On the last day of September, the ALSC overturned a lower court’s ruling and declared the dog track and electronic bingo facility in Shorter, VictoryLand, is a “public nuisance.” It did the same in Lowndes County and is expected to rule against the Greene County facilities as well. This move means these businesses will be shuttered, costing over 550 jobs in Macon County alone.
This action by the ALSC at the behest of Attorney General Steve Marshall is nothing more than a continuation of former Gov. Bob Riley’s destructive bingo wars. These actions were not about what was best for the state or the law but about the furtherance of a political career and personally held beliefs by some of the state’s high court.

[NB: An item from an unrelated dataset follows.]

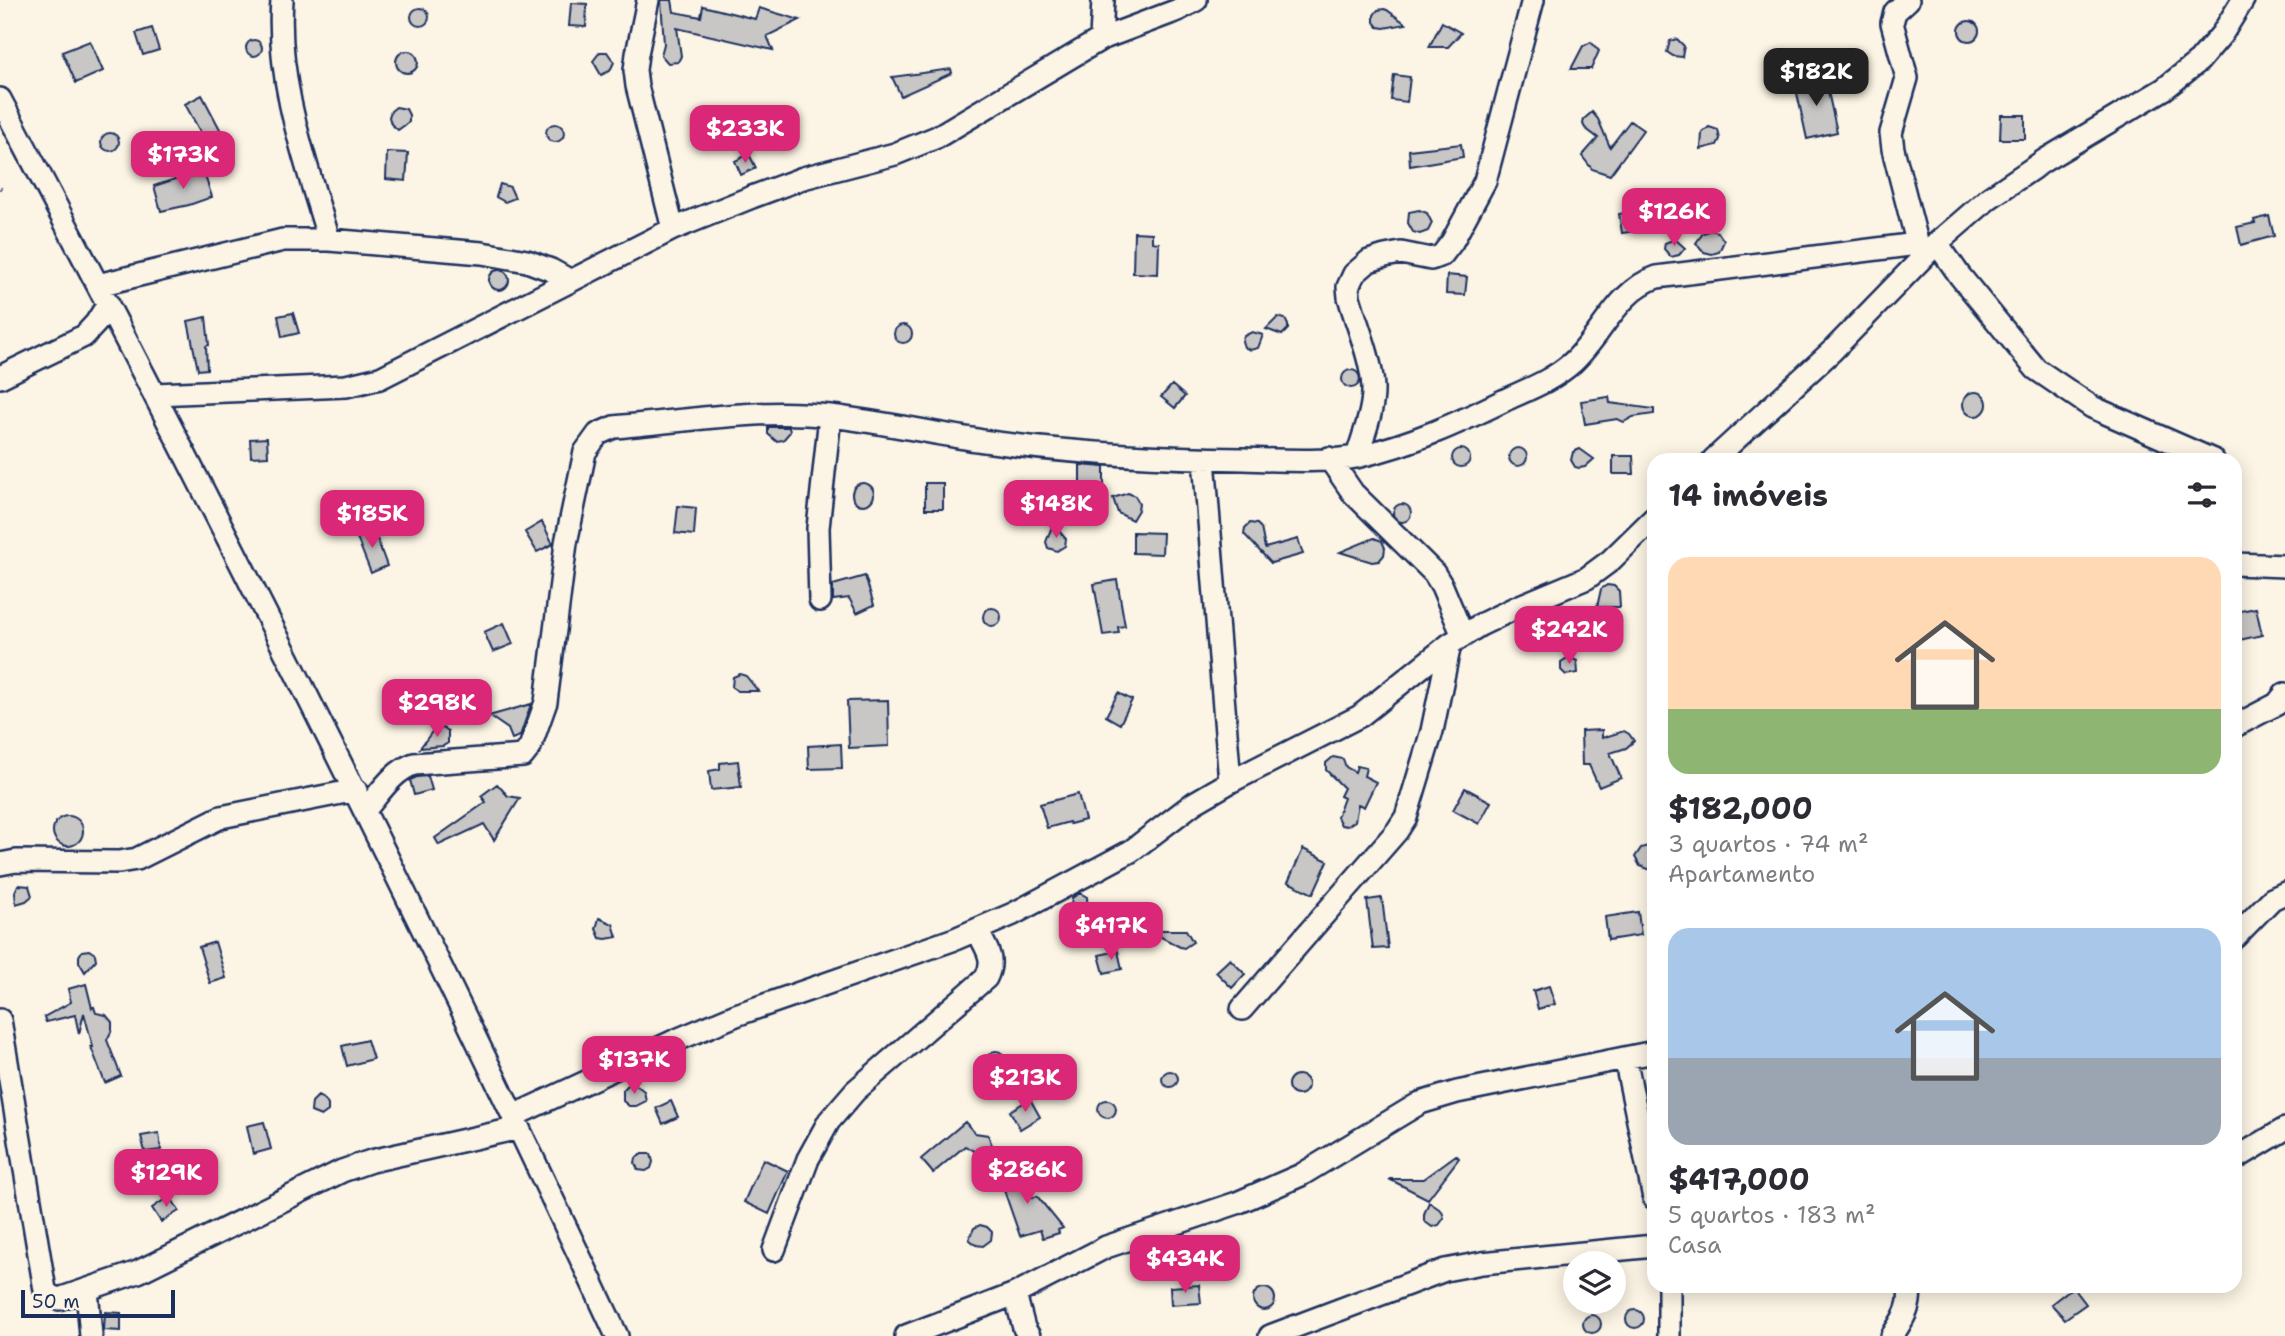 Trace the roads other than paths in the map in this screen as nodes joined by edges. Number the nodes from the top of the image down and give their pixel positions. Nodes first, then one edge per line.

In April, Ivey lamented the failure of the Legislature to pass a gaming bill. While saying she was “not much for gambling,” she thought the people have a right to vote on the issue, according to a report in the Montgomery Advertiser. “I do think the people have a right to make that decision,” Ivey said. “I wish that had passed the Legislature so people could vote it up or down in November.”

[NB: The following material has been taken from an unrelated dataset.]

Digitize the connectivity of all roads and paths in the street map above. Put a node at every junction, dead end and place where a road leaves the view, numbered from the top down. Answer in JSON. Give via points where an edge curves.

Ivey has done more to bring about positive change and to address many of the state’s lingering problems than nearly all of her male predecessors.

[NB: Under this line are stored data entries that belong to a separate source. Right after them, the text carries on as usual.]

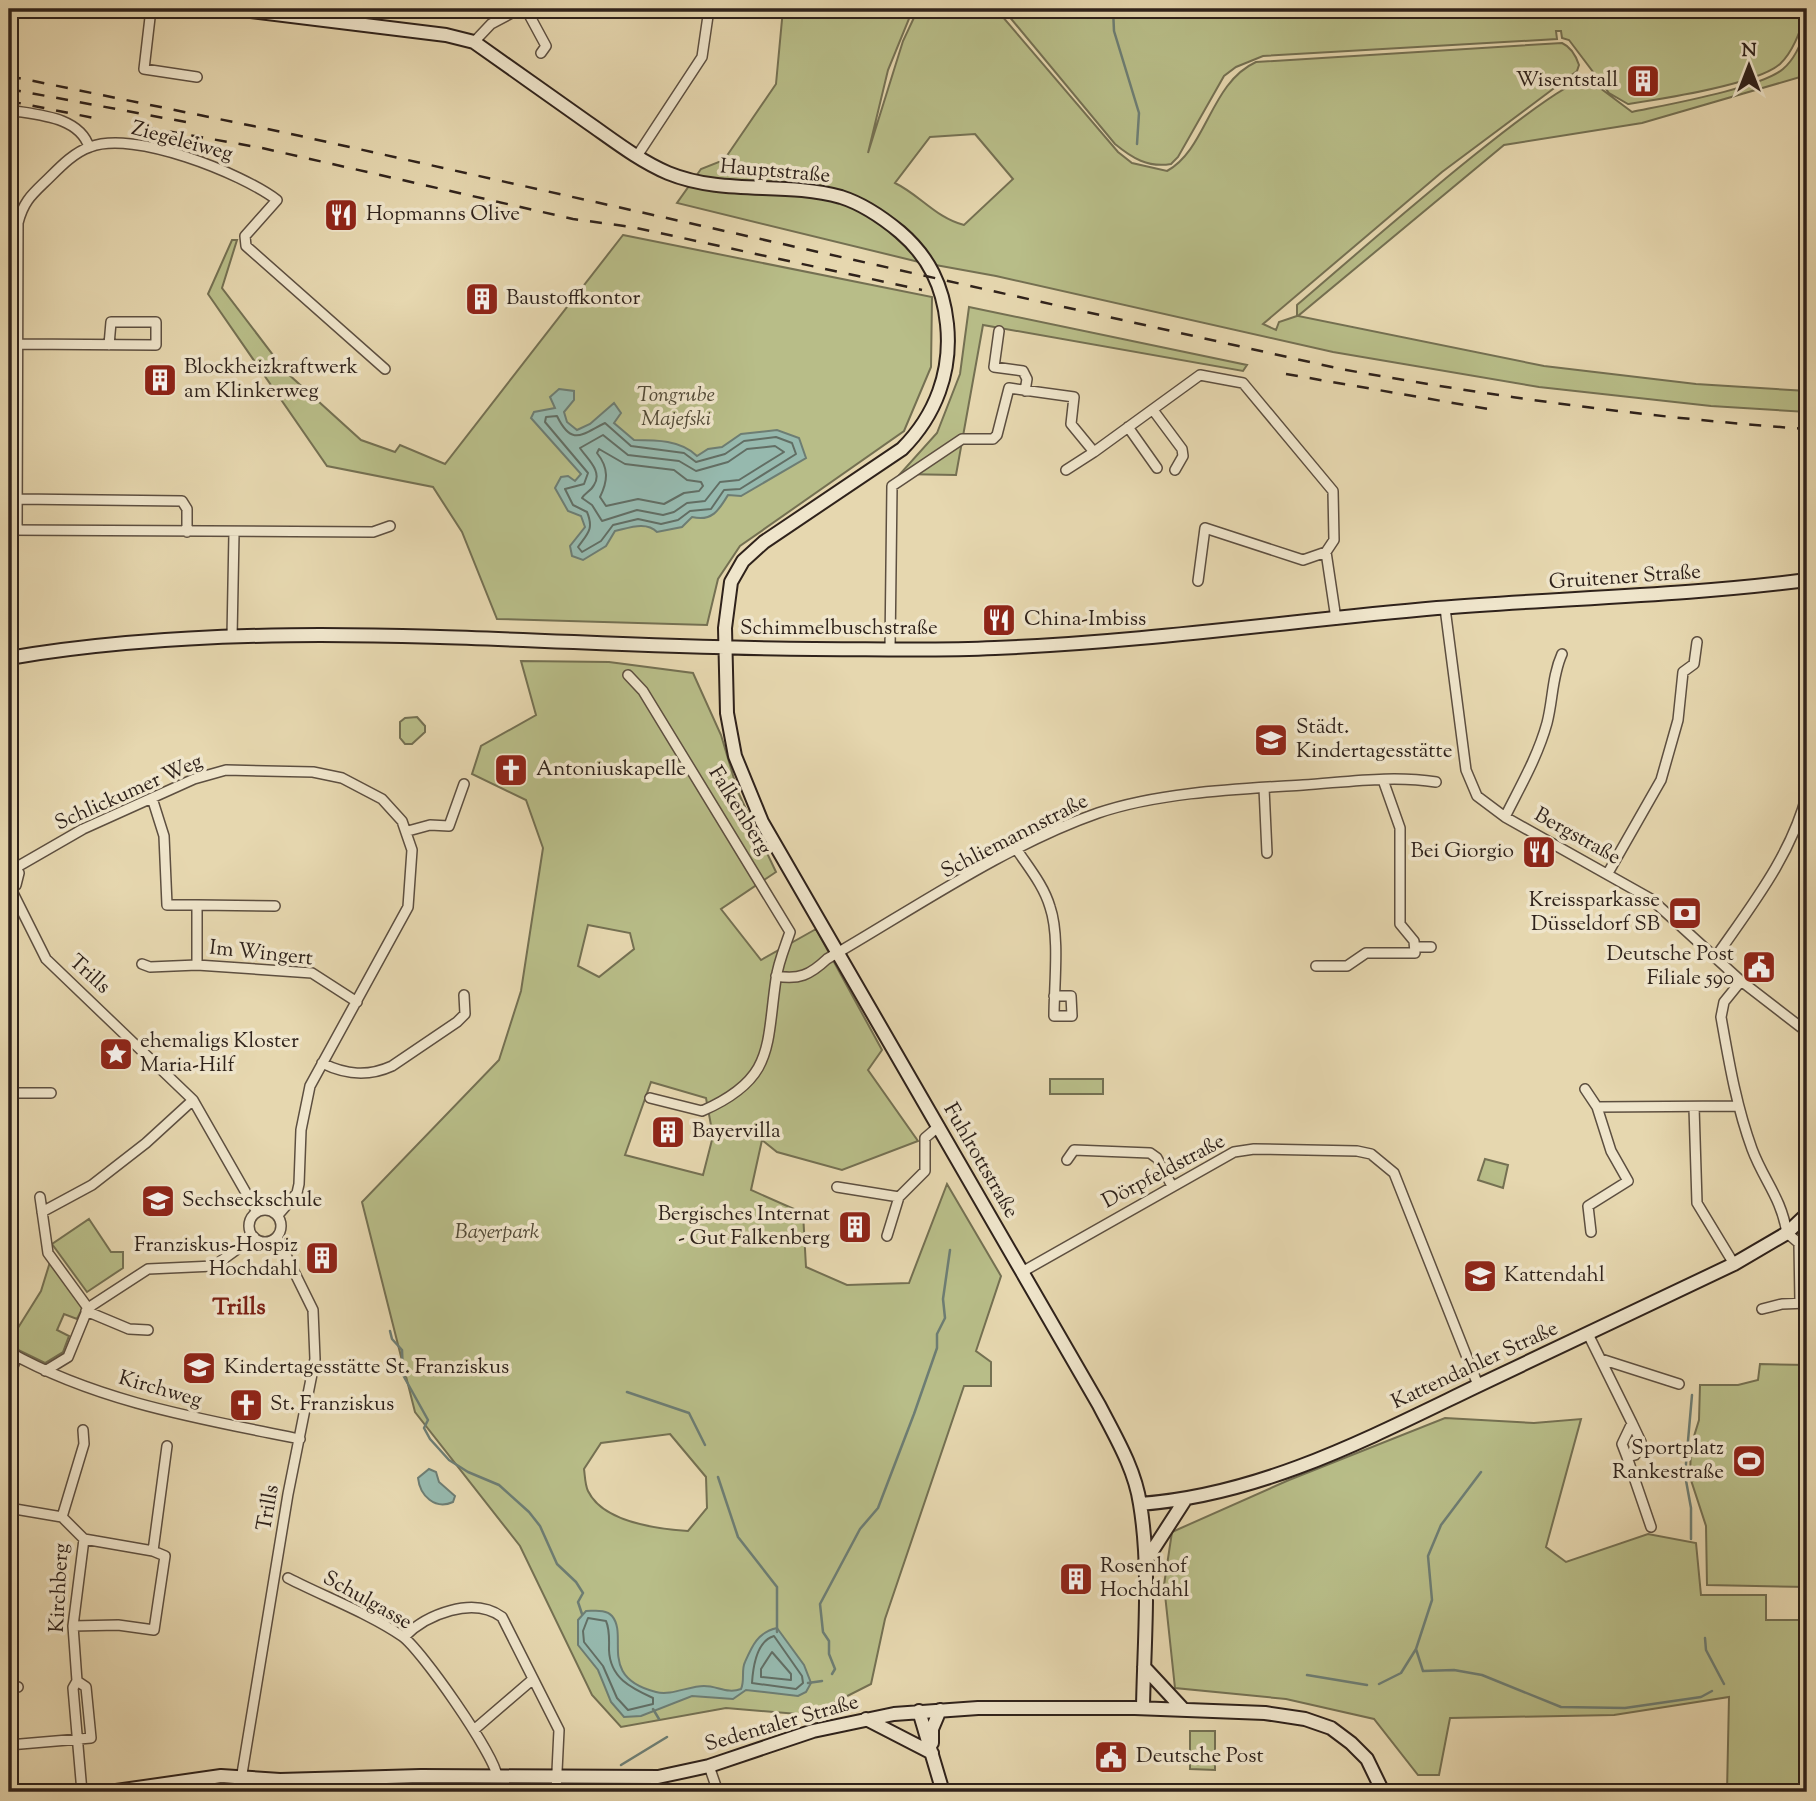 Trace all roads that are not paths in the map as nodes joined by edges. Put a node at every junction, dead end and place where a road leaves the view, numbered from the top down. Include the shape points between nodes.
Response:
1 (150, 9) edge
2 (234, 9) edge
3 (519, 9) edge
4 (526, 9) edge
5 (709, 9) edge
6 (474, 42) junction
7 (541, 52) dead end
8 (197, 76) dead end
9 (9, 110) edge
10 (89, 147) junction
11 (637, 156) junction
12 (999, 331) dead end
13 (18, 344) junction
14 (109, 345) junction
15 (385, 369) dead end
16 (1025, 391) junction
17 (1153, 410) junction
18 (1128, 427) junction
19 (1094, 452) junction
20 (1157, 468) dead end
21 (1066, 470) dead end
22 (1175, 470) dead end
23 (18, 499) junction
24 (390, 526) dead end
25 (13, 530) edge
26 (187, 532) junction
27 (234, 533) junction
28 (1326, 552) junction
29 (1807, 580) edge
30 (1198, 581) dead end
31 (1444, 608) junction
32 (1336, 619) junction
33 (232, 637) junction
34 (1698, 642) dead end
35 (725, 648) junction
36 (890, 649) junction
37 (1562, 654) dead end
38 (9, 658) edge
39 (628, 675) dead end
40 (1383, 780) junction
41 (1436, 782) dead end
42 (464, 784) dead end
43 (1264, 788) junction
44 (1807, 794) edge
45 (152, 798) junction
46 (1505, 817) junction
47 (408, 831) junction
48 (1017, 850) junction
49 (1267, 853) dead end
50 (13, 864) edge
51 (1608, 873) junction
52 (10, 889) edge
53 (198, 905) junction
54 (275, 906) dead end
55 (1415, 947) junction
56 (1431, 947) dead end
57 (838, 953) junction
58 (1715, 958) junction
59 (142, 964) dead end
60 (197, 965) junction
61 (1316, 966) dead end
62 (776, 976) junction
63 (1741, 981) junction
64 (464, 995) dead end
65 (1054, 996) dead end
66 (357, 1002) junction
67 (1807, 1032) edge
68 (322, 1063) junction
69 (1585, 1089) dead end
70 (9, 1093) edge
71 (51, 1093) dead end
72 (650, 1098) dead end
73 (193, 1100) junction
74 (1738, 1106) junction
75 (1597, 1107) junction
76 (1694, 1107) junction
77 (939, 1126) junction
78 (1067, 1160) dead end
79 (1172, 1186) junction
80 (837, 1187) dead end
81 (40, 1197) dead end
82 (899, 1197) junction
83 (42, 1212) junction
84 (257, 1212) junction
85 (1807, 1214) edge
86 (278, 1215) junction
87 (1591, 1232) dead end
88 (1787, 1233) junction
89 (887, 1236) dead end
90 (254, 1237) junction
91 (277, 1237) junction
92 (1799, 1244) junction
93 (1807, 1250) edge
94 (1734, 1264) junction
95 (1022, 1272) junction
96 (1803, 1303) edge
97 (1762, 1309) dead end
98 (87, 1310) junction
99 (149, 1330) dead end
100 (1588, 1334) junction
101 (13, 1354) edge
102 (1601, 1359) junction
103 (45, 1371) junction
104 (9, 1377) edge
105 (1679, 1384) dead end
106 (1478, 1385) junction
107 (1632, 1423) junction
108 (83, 1430) dead end
109 (300, 1440) junction
110 (167, 1447) dead end
111 (1627, 1457) junction
112 (1185, 1500) junction
113 (1140, 1504) junction
114 (9, 1508) edge
115 (62, 1517) junction
116 (1651, 1527) dead end
117 (84, 1539) junction
118 (153, 1551) junction
119 (1145, 1562) junction
120 (288, 1578) dead end
121 (73, 1626) junction
122 (404, 1637) junction
123 (1144, 1667) junction
124 (532, 1680) junction
125 (1143, 1708) junction
126 (1183, 1709) junction
127 (940, 1710) junction
128 (919, 1711) junction
129 (866, 1719) junction
130 (475, 1729) junction
131 (78, 1739) junction
132 (9, 1745) edge
133 (932, 1753) junction
134 (709, 1766) junction
135 (497, 1776) junction
136 (242, 1777) junction
137 (557, 1778) junction
138 (82, 1792) edge
139 (110, 1792) edge
140 (239, 1792) edge
141 (556, 1792) edge
142 (718, 1792) edge
143 (943, 1792) edge
144 (1382, 1792) edge

1 - 8 street via 144,69
2 - 6 street, Hauptstraße
3 - 6 street via 491,24
4 - 7 street via 546,46
5 - 11 street via 702,57
6 - 11 street, Hauptstraße
9 - 10 street via 80,128
10 - 13 street via 23,203 18,223
10 - 15 street, Ziegeleiweg via 136,145 225,170 278,200 245,236 246,246
11 - 35 street, Hauptstraße via 669,173 708,185 814,192 865,207 924,257 936,275 945,308 947,364 936,401 920,430 871,472 764,542 743,561 728,595
12 - 16 street via 994,367 1023,371
13 - 14 street
13 - 23 street
14 - 14 street via 156,345 156,322 111,322
16 - 19 street via 1074,397 1071,424
16 - 36 street via 1009,388 993,439 962,439 892,486
17 - 18 street
17 - 22 street via 1182,449
17 - 28 street via 1200,375 1243,383 1333,491 1334,540
18 - 19 street
18 - 20 street
19 - 21 street
23 - 25 street
23 - 26 street via 182,501 187,509
24 - 27 street via 373,532
25 - 26 street
26 - 27 street
27 - 33 street
28 - 30 street via 1303,560 1205,528
28 - 32 street
29 - 31 street, Gruitener Straße
31 - 32 street, Schimmelbuschstraße
31 - 46 street, Bergstraße via 1466,770 1478,796
32 - 36 street, Schimmelbuschstraße via 1035,646
33 - 35 street, Schimmelbuschstraße via 399,636
33 - 38 street, Schimmelbuschstraße
34 - 51 street via 1694,664 1683,672 1678,720 1661,780
35 - 36 street, Schimmelbuschstraße
35 - 57 street, Fuhlrottstraße via 734,756 762,822
37 - 46 street via 1547,723
39 - 62 street, Falkenberg via 643,691 790,932
40 - 41 street, Schliemannstraße
40 - 43 street, Schliemannstraße
40 - 55 street via 1400,828 1400,924
42 - 47 street via 449,826
43 - 48 street, Schliemannstraße via 1110,810
43 - 49 street
44 - 58 street via 1787,848
45 - 47 street, Schlickumer Weg via 226,770 313,772 367,789 383,799
45 - 50 street, Schlickumer Weg
45 - 53 street, Im Wingert via 164,836 167,905
46 - 51 street, Bergstraße
47 - 66 street via 412,850 408,907
48 - 57 street, Schliemannstraße
48 - 65 street via 1051,907
50 - 52 street via 18,879
51 - 58 street, Bergstraße via 1651,899
52 - 73 street, Trills via 46,959
53 - 54 street, Im Wingert
53 - 60 street, Im Wingert
55 - 56 street
55 - 61 street via 1415,953 1366,953 1347,966
57 - 62 street via 810,975
57 - 77 street, Fuhlrottstraße
58 - 63 street, Bergstraße
59 - 60 street, Im Wingert
60 - 66 street, Im Wingert via 312,973
62 - 72 street, Falkenberg via 768,1050 745,1086 702,1111
63 - 67 street, Bergstraße
63 - 74 street via 1721,1010
64 - 68 street via 465,1014 457,1022 392,1066 351,1074
66 - 68 street
68 - 86 street via 304,1110 299,1184
69 - 75 street
70 - 71 street
73 - 83 street via 92,1185
73 - 84 street, Trills
74 - 76 street
74 - 88 street via 1754,1152 1783,1208
75 - 76 street
75 - 87 street via 1611,1151 1628,1181 1588,1206
76 - 94 street via 1697,1203
77 - 82 street via 925,1138 925,1171
77 - 95 street, Fuhlrottstraße
78 - 79 street via 1074,1150 1144,1150 1157,1158
79 - 95 street, Dörpfeldstraße
79 - 106 street, Dörpfeldstraße via 1234,1152 1254,1149 1357,1151 1385,1163 1405,1199
80 - 82 street
81 - 83 street
82 - 89 street
83 - 98 street via 48,1253
84 - 86 street via 270,1210
84 - 90 street via 250,1224
85 - 88 street, Kattendahler Straße
86 - 91 street via 282,1227
88 - 92 street
88 - 94 street, Kattendahler Straße
90 - 91 street via 263,1241
90 - 98 street via 214,1266 148,1269
91 - 109 street, Trills via 313,1310 315,1359
92 - 93 street
92 - 96 street
94 - 100 street, Kattendahler Straße
95 - 113 street, Fuhlrottstraße via 1104,1415 1128,1463
96 - 97 street
98 - 99 street via 129,1329
98 - 103 street via 68,1357
100 - 102 street
100 - 106 street, Kattendahler Straße
101 - 103 street, Kirchweg
101 - 104 street
102 - 105 street
102 - 107 street
103 - 109 street, Kirchweg via 176,1414
106 - 112 street, Kattendahler Straße via 1283,1474
107 - 111 street via 1622,1444
107 - 111 street via 1641,1442 1635,1455
108 - 115 street via 84,1444
109 - 136 street, Trills
110 - 118 street
111 - 116 street
112 - 113 street, Kattendahler Straße
112 - 119 street
113 - 119 street, Fuhlrottstraße
114 - 115 street, Kirchberg
115 - 117 street, Kirchberg
117 - 118 street
117 - 121 street, Kirchberg
118 - 121 street via 165,1556 154,1630
119 - 123 street, Fuhlrottstraße
120 - 122 street, Schulgasse
121 - 131 street, Kirchberg
122 - 124 street via 451,1609 492,1610 502,1617
122 - 130 street, Schulgasse
123 - 125 street, Fuhlrottstraße
123 - 126 street
124 - 130 street
124 - 137 street via 559,1730
125 - 126 street, Sedentaler Straße
125 - 127 street, Sedentaler Straße
126 - 144 street, Sedentaler Straße via 1265,1713 1331,1728 1367,1759
127 - 128 street, Sedentaler Straße
127 - 133 street via 932,1730
128 - 129 street, Sedentaler Straße
128 - 133 street
129 - 133 street
129 - 134 street, Sedentaler Straße via 813,1731
130 - 135 street, Schulgasse via 496,1764
131 - 132 street
131 - 138 street, Kirchberg
133 - 143 street
134 - 137 street, Sedentaler Straße via 658,1777
134 - 142 street
135 - 136 street, Sedentaler Straße
135 - 137 street, Sedentaler Straße
136 - 139 street, Sedentaler Straße via 208,1776
136 - 140 street, Trills
137 - 141 street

On serval occasions, Ivey has said she would support gaming legislation if lawmakers would bring her a viable agreed-upon bill. There is a workable bill and the votes — as of the last session — were in place but it was never given a hearing because of a lack of willing leadership in the House.
Over the last several years, lawmakers have consulted with VictoryLand, GreeneTrack and the Poarch Band of Creek Indians to bring about comprehensive legislation that would legalize, tax and regulate gaming in the state. Without these legal entities’ input, any legislation would be flawed and unfair.
In November 2015, then-Gov. Robert Bentley called for an end to Riley’s bingo wars by issuing Executive Order 13, which states in part:
“the primary responsibility for enforcement of Alabama’s criminal laws shall remain with the sheriffs and district attorneys of each County as guided by their careful interpretation of the laws of the State of Alabama in their capacity as constitutional officers and officers of the courts.”
Not long after Ivey was elevated to the Governor’s Office with Bentley’s resignation, APR reached out to her office to ask whether Executive Order 13 was still in effect. The answer was yes.
The intention of Executive Order 13 was to exclude the Attorney General’s office from using its power for political reasons and to end Riley’s phony bingo wars. Marshall ignored Executive Order 13 for personal political gain and the ALSC was happy to accommodate a political win for its members even though the lower court should have had jurisdiction.
Now, the people of Alabama must again turn to Gov. Ivey because, without her leadership, the state’s citizens will never be given the right to vote on gaming up or down.
She may not be much for gambling, but Ivey is very much for the state’s people.
I fear without her leadership, the people’s voice will be stifled under the weight of political hypocrisy and political gain.
We all now look to Gov, Kay Ivey for an Alabama solution to this Alabama problem.